Please just let me take your picture...

please, please, please..

5.30.2011

Grey.


You slept with a smile on your face and woke up with nothing left.
What I am doing here?
Oh damn.
You whisper my name but really it doesn’t feel the same.
Oh damn.
I would love to leave this place but I will miss you like hell.
Oh damn.
And so I stay and wait.

You ask me what I need.
I answer something you can not give me anymore.
You ask why I’m still here.
Here, where?
In this bed.
I always come back here to find what I have left.




Give it back to me please. You know what I'm talking about.


Yes?

5.29.2011

Sober.


It is quite late don’t you think?
You came like a stream, sitting next to me chewing bubble gum. I can still remember the smell of its flavor.

I don’t remember what happened to me, but for a moment I forgot everything.

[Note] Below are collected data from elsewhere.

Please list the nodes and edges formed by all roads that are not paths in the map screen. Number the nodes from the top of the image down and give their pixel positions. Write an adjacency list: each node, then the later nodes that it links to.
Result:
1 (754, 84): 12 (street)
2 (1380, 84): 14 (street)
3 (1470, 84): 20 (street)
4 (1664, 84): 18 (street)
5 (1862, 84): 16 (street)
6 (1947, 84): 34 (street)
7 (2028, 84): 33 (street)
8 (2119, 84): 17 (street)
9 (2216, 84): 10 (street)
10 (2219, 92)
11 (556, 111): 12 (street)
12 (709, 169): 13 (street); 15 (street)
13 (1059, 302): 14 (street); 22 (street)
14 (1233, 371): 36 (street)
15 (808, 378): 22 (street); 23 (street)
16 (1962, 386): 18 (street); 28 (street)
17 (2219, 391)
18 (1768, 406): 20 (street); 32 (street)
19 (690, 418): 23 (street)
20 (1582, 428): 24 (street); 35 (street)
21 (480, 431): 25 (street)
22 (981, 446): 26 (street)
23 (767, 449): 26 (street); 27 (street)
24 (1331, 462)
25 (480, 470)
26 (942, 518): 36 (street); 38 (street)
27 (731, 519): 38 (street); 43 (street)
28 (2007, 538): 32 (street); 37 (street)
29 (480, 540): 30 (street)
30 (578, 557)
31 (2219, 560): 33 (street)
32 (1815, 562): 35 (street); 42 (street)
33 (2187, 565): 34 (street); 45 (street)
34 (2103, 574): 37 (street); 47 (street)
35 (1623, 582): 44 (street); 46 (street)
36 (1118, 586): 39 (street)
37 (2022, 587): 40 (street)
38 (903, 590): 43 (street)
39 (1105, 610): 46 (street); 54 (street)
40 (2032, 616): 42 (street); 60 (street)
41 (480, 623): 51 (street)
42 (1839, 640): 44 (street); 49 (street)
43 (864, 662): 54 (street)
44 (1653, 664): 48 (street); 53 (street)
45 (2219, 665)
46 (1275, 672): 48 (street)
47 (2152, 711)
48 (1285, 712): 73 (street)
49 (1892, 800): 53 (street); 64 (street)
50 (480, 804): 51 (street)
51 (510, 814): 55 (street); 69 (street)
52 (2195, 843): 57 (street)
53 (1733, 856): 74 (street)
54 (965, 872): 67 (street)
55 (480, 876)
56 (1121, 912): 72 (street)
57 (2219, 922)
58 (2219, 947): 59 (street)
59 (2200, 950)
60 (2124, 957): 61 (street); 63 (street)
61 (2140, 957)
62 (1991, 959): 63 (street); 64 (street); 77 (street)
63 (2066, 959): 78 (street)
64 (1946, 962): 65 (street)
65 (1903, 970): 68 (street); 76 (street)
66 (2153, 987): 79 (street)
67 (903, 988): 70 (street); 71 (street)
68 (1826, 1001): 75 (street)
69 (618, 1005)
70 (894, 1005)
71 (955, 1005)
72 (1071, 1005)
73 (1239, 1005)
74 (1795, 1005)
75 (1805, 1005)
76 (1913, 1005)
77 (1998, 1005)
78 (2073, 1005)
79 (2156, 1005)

Baby don’t go away, I’m still here.

You were looking at my eyes and I was screaming enough but you didn’t stop.
Thank God you didn’t.

Another drink and I might forget my pain.

After 23 years I should have know this game.
But I’m losing again.
23 years of practice. Well not really but I still thought I was good at it.
But I’m here again.
Losing again..





5.27.2011

On repeat.

Shhhhh!
Silence..
1
2
3
4
5
I said Shhhhh!
Why it doesn't stop?
I did everything you told me.
I said Silence..

Oh God will it even stop..

Let's do it again..
1
2
3
4
5

I think I'm fine for now.. I think.




5.26.2011

Your last night.


I throw all your things in the garbage and I pick them up again one by one.

I even thought of getting a cat but I have a fish and that will make us me and you again.

I stopped crying and I started drinking.
I stopped drinking and I started sleeping.
I stopped sleeping and then I woke up for a lifetime.
I hated my miserable days but most of all I hated missing you.

You stopped calling and then you stopped caring.
You stopped caring and then you forgot.

And as you forgot I became me again.
And you were far.
And I was me.
And it was summer.

And you were far.



5.19.2011

Not much free time


I think I'm ruined. But then again this makes me something new and you always loved new things. So enjoy me.
And don’t stop me when I say that I miss you. Cause I did. And you know I did.

Be the new thing for me too. Someone to cry for and someone to hold.





5.17.2011

This is personal.

-          Hello Blondie!
-          Hello Sir.
-          What’s your name?
-          My name is Des.
-          And what brings you here Blondie?
-          Well, this is not an easy question. A friend of mine says I’m not quiet myself lately.
-          This is so general. Not yourself, how?
-          The thing is I messed everything up. And most of the time I don’t enjoy what I’m doing, which I used to.
-          Sorry, how old are you?
-          Why you say it like that?
-          No! No reason.
-          I’m sorry about it. I don’t know what’s wrong with me. If I was myself I would tell you something funny about the age part. But I can’t anymore.
-          So tell me what you’re thinking Blondie.

[….]

-          Can I ask you something sir? You know my name why you are still calling me Blondie?
-          Do you mind?
-          No, it is just that I’m being kind of dramatic those days and I don’t want to hate you or something.
-          Ha-ha-ha. See? You are finding yourself slowly. This is good.
-          I will let you know how it goes. Bye.